Bukan merupakan topic yang baru lagi mengenai fenomena banjir yang terdapat di daerah urban, karena hampir setiap musim penghujan daerah tersebut selalu dilanda banjir. Akibatnya menimbulkan problematika yang kompleks seperti aktivitas masyarakat terganggu, akses sistem transportasi terhambat, menimbulkan penyakit yang mana semua jumlah kerugiannya tidak sedikit. Mungkin berbagai upaya telah dilakukan oleh pemerintah dalam meminimalisir dan menanggulangi masalah banjir tersebut, akan tetapi hasilnya belum bisa dirasakan oleh masyarakat karena sampai saat ini bencana tersebut masih melanda masyarakat, terutama masyarakat urban, sehingga perlu adanya special attention oleh berbagai pihak yang terkait untuk memecahkan problematika tersebut, karena pada prinsipnya masalah banjir urban dapat diatasi secara bersama-sama dengan eksistensi kerjasama secara synergism antara pemerintah dan masyarakat.

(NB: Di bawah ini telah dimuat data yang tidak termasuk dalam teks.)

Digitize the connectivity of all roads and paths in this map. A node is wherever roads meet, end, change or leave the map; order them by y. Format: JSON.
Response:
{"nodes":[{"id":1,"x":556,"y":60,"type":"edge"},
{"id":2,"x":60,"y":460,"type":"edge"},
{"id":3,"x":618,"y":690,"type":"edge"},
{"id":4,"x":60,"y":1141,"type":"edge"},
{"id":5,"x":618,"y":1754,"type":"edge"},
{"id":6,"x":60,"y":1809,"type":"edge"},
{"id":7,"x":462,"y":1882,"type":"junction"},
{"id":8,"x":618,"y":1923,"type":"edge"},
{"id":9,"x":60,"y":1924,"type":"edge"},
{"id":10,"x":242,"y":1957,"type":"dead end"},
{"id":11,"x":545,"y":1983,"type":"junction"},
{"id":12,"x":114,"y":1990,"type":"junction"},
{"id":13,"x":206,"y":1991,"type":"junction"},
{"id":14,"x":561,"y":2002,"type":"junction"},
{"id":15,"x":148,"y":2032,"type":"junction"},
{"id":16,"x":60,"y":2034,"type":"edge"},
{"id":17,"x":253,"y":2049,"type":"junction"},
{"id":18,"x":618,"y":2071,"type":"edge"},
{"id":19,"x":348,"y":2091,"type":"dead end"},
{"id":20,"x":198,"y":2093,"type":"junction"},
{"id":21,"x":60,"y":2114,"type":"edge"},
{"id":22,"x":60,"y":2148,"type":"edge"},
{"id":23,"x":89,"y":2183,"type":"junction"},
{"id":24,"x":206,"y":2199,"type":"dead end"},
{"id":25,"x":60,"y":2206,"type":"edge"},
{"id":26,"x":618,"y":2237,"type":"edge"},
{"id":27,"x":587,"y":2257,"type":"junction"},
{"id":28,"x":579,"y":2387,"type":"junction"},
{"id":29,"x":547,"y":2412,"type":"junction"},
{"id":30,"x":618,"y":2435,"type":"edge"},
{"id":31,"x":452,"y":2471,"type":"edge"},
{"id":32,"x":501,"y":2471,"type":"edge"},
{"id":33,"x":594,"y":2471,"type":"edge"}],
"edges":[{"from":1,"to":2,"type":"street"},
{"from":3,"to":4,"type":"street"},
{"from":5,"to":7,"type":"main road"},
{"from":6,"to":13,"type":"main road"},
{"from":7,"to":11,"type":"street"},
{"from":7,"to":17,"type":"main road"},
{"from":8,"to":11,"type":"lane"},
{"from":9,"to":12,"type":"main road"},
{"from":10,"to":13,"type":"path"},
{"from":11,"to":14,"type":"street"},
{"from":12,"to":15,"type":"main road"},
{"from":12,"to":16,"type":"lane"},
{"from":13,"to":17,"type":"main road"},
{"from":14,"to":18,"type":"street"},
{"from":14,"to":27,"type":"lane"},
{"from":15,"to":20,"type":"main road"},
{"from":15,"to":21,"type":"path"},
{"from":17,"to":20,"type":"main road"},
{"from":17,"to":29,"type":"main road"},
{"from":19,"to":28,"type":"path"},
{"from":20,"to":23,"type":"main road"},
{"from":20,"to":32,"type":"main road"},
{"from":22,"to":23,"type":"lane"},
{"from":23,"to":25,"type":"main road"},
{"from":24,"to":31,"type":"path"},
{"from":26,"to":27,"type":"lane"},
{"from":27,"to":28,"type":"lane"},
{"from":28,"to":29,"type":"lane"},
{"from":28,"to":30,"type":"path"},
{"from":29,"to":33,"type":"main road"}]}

Usulan yang dapat diberikan oleh penulis terkait dengan upaya meminimalisir dan mengendalikan bencana banjir urban adalah sebagai berikut: 1) Pembuatan Recharge Well dan Bio-pori, hal ini dimaksudkan untuk mengurangi efek terhadap bencana banjir. Pembuatan sumur resapan ini dapat dilakukan pada dataran aluvial, dataran koluvial, kipas aluvial, kipas koluvial, tanggul alam dan dataran lembah isian. Pembuatan lubang bio-pori dapat dilakukan pada sepanjang garis sempadan sungai atau pada daerah tampungan air. 2) Penentuan Area for Water Collecting, penentuan ini dapat dilakukan pada lahan-lahan yang karakteristik alamnya merupakan sebuah cekungan yang terbentuk secara alami, seperti dataran banjir, rawa belakang, meander terpenggal, dan dolin di daerah karst/kapur. 3) Reboisation, hal ini dapat dilakukan pada daerah urban sebagai lokasi resapan air. Selain itu karena di daerah urban tidak memiliki hutan maka dapat mengoptimalkan lahan perkebunan sebagai daerah pendukung lingkungan. Untuk daerah pantai sebaiknya dibudidayakan tanaman bakau untuk meminimalkan dampak abrasi ataupun dengan membuat pemecah ombak (Wiweka, 2008).
Referensi:
  1. Lundgren L. 1986. Environmental Geology. PRENTICE-HALL, Engliwood Clifs, New Jersey
  2. Rofiuddin. 2010. Alih Fungsi Lahan Akibatkan Daerah Rawan Banjir di Jawa Tengah Meluas. TempoInteraktif
  3. Wiweka. 2008. Resiko Banjir Kabupaten Gresik Berdasarkan Citra Satelit. Berita Dirgantara Vol. 9 (83-90). LAPAN.